Balch & Bingham, the once-prestigious silk-stocking law firm appears to have become a career killer.
Look at some of the victims:
- Drummond Company CEO Mike Tracy gone.
- Ex-Balch partner Jeffrey H. Wood shown the door at DOJ.
- Ex-Drummond executive Dave Roberson fired.
- Oliver Robinson sent to federal prison.
- Ex-Balch client Black Hall Aerospace facing federal probes.
- Ex-Balch stooge Trey Glenn of EPA forced to resign.
- Balch crony and U.S. Attorney General Jeff Sessions fired.
- Balch stooge Luther Strange loses U.S. Senate seat.
As the carcasses stack up, some Balch & Bingham partners have wisely dumped the firm for greener pastures.
Mark Crosswhite, the CEO of Balch’s siamese twin, sister-wife, Alabama Power is a former Balch & Bingham partner. He too, understands the damage, the stinky stigma of Balch.
When Alabama Power promoted two other former Balch partners to executive positions at the utility, Alabama Power intentionally left out mentioning Balch & Bingham by name.

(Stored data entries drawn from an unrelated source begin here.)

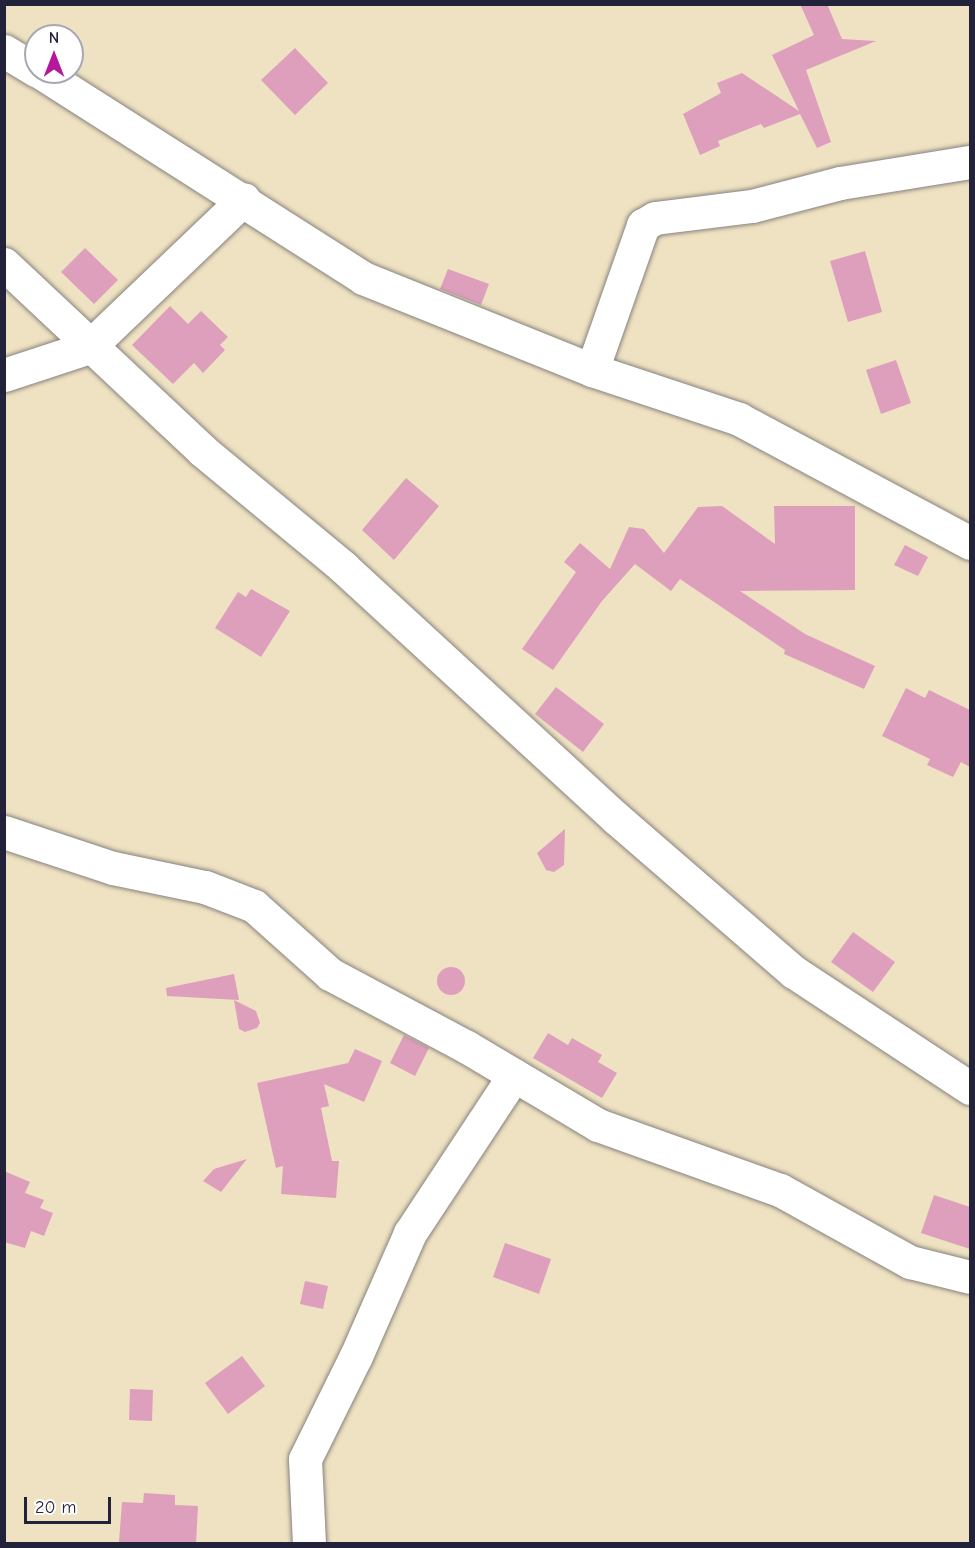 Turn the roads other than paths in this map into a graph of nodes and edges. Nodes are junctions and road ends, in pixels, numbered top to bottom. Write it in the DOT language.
graph roads {
  1 [pos="4,51"];
  2 [pos="24,63"];
  3 [pos="59,84"];
  4 [pos="970,162"];
  5 [pos="244,199"];
  6 [pos="4,264"];
  7 [pos="89,347"];
  8 [pos="592,370"];
  9 [pos="4,375"];
  10 [pos="970,543"];
  11 [pos="4,832"];
  12 [pos="957,1065"];
  13 [pos="514,1075"];
  14 [pos="970,1088"];
  15 [pos="970,1276"];
  16 [pos="309,1544"];
  1 -- 2 [label="street"];
  3 -- 5 [label="street"];
  4 -- 8 [label="street"];
  5 -- 7 [label="street"];
  5 -- 8 [label="street"];
  6 -- 7 [label="street"];
  7 -- 9 [label="street"];
  7 -- 12 [label="street"];
  8 -- 10 [label="street"];
  11 -- 13 [label="street"];
  12 -- 14 [label="street"];
  13 -- 15 [label="street"];
  13 -- 16 [label="street"];
}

Now with the criminal conviction of an ex-Balch partner for bribery and money laundering; the abhorrent web of influence peddling of the judicial, executive, and legislative branches in Alabama; the targeting of poor African-American children in the North Birmingham Bribery Scandal; and the reliance on a counterfeit, make-believe court order in the Newsome Conspiracy Case, what corporate executive or entity would ever rely on Balch & Bingham?
Do the risks outweigh the benefits?
17 of 18 Washington DC lobbying clients appear to thinks so, having dumped Balch & Bingham, costing the firm millions in loses.

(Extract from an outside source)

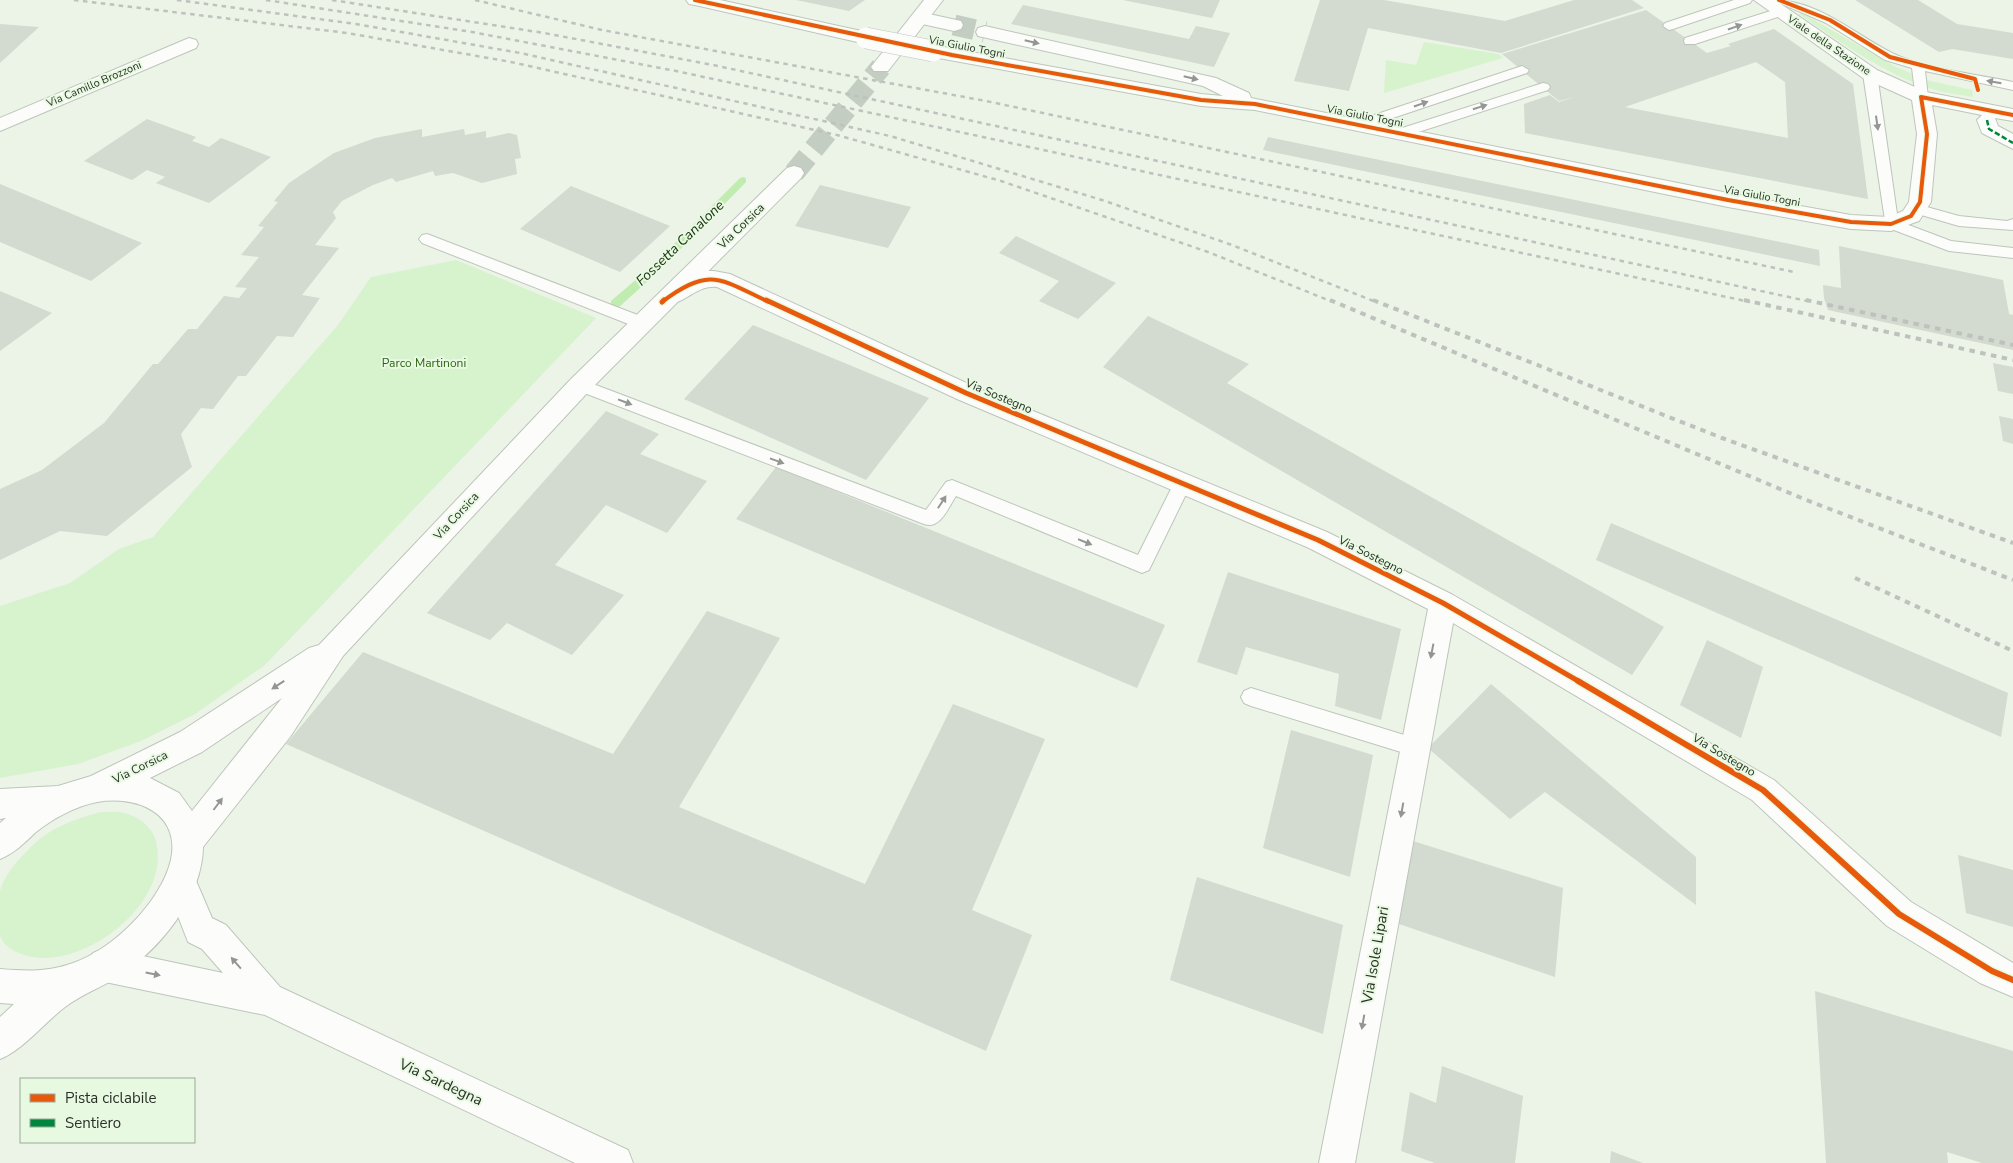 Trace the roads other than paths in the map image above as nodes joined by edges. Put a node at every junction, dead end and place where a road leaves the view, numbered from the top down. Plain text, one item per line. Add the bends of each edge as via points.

Will Regions Bank, BBVA Compass, BB&T, Costco Wholesale, Southern Company, and Marathon Petroleum continue to rely on an embattled law firm that refuses to apologize to the North Birmingham African-American community and thinks “ruining a rival” is perfectly okay?
And then there is Newsome’s civil RICO suit. Awaiting the outcome from the Alabama Supreme Court, Newsome’s RICO team has prepared an airtight complaint.
The 100-page brief before the Alabama Supreme Court shows a human travesty done in the name of greed, a complete abuse of the judicial system, and an unfathomable miscarriage of justice.
Mike Tracy was skewered in recent weeks not because he was a bad person, but because he made a bad choice: choosing Balch & Bingham over the best interests of his company.
In this era of corporate accountability, community relations, and third-party risk, Balch must come to terms with their unsavory conduct and change, once and for all.
If Balch refuses, then clients must join the other 17 courageous former Balch clients and give Balch & Bingham a farewell kick in the rear appendages.